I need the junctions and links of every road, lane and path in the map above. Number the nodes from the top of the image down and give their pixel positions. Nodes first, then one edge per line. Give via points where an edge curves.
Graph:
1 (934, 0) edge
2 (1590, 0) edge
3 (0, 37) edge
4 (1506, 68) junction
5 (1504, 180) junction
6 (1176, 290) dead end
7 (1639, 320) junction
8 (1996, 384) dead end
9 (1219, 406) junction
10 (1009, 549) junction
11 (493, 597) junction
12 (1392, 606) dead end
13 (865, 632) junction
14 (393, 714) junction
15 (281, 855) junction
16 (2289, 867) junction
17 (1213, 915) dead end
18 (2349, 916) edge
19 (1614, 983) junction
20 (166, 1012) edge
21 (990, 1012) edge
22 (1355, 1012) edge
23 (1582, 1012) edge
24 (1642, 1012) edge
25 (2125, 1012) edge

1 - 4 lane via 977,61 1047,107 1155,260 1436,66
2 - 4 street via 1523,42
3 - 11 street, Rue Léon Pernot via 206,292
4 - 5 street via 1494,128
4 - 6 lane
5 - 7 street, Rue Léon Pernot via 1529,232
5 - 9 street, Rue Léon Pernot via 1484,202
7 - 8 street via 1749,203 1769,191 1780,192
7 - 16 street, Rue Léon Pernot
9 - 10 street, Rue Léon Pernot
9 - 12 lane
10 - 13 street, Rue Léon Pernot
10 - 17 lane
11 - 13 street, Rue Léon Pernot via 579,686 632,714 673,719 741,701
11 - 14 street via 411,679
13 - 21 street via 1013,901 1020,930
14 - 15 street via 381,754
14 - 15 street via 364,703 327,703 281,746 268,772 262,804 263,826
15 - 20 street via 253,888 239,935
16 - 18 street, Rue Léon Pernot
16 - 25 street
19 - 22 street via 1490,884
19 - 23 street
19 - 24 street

### Work order:
The records must be given again in full, exactly as they were written.

### Answer below:
I need the junctions and links of every road, lane and path in the map above. Number the nodes from the top of the image down and give their pixel positions. Nodes first, then one edge per line. Give via points where an edge curves.
Graph:
1 (934, 0) edge
2 (1590, 0) edge
3 (0, 37) edge
4 (1506, 68) junction
5 (1504, 180) junction
6 (1176, 290) dead end
7 (1639, 320) junction
8 (1996, 384) dead end
9 (1219, 406) junction
10 (1009, 549) junction
11 (493, 597) junction
12 (1392, 606) dead end
13 (865, 632) junction
14 (393, 714) junction
15 (281, 855) junction
16 (2289, 867) junction
17 (1213, 915) dead end
18 (2349, 916) edge
19 (1614, 983) junction
20 (166, 1012) edge
21 (990, 1012) edge
22 (1355, 1012) edge
23 (1582, 1012) edge
24 (1642, 1012) edge
25 (2125, 1012) edge

1 - 4 lane via 977,61 1047,107 1155,260 1436,66
2 - 4 street via 1523,42
3 - 11 street, Rue Léon Pernot via 206,292
4 - 5 street via 1494,128
4 - 6 lane
5 - 7 street, Rue Léon Pernot via 1529,232
5 - 9 street, Rue Léon Pernot via 1484,202
7 - 8 street via 1749,203 1769,191 1780,192
7 - 16 street, Rue Léon Pernot
9 - 10 street, Rue Léon Pernot
9 - 12 lane
10 - 13 street, Rue Léon Pernot
10 - 17 lane
11 - 13 street, Rue Léon Pernot via 579,686 632,714 673,719 741,701
11 - 14 street via 411,679
13 - 21 street via 1013,901 1020,930
14 - 15 street via 381,754
14 - 15 street via 364,703 327,703 281,746 268,772 262,804 263,826
15 - 20 street via 253,888 239,935
16 - 18 street, Rue Léon Pernot
16 - 25 street
19 - 22 street via 1490,884
19 - 23 street
19 - 24 street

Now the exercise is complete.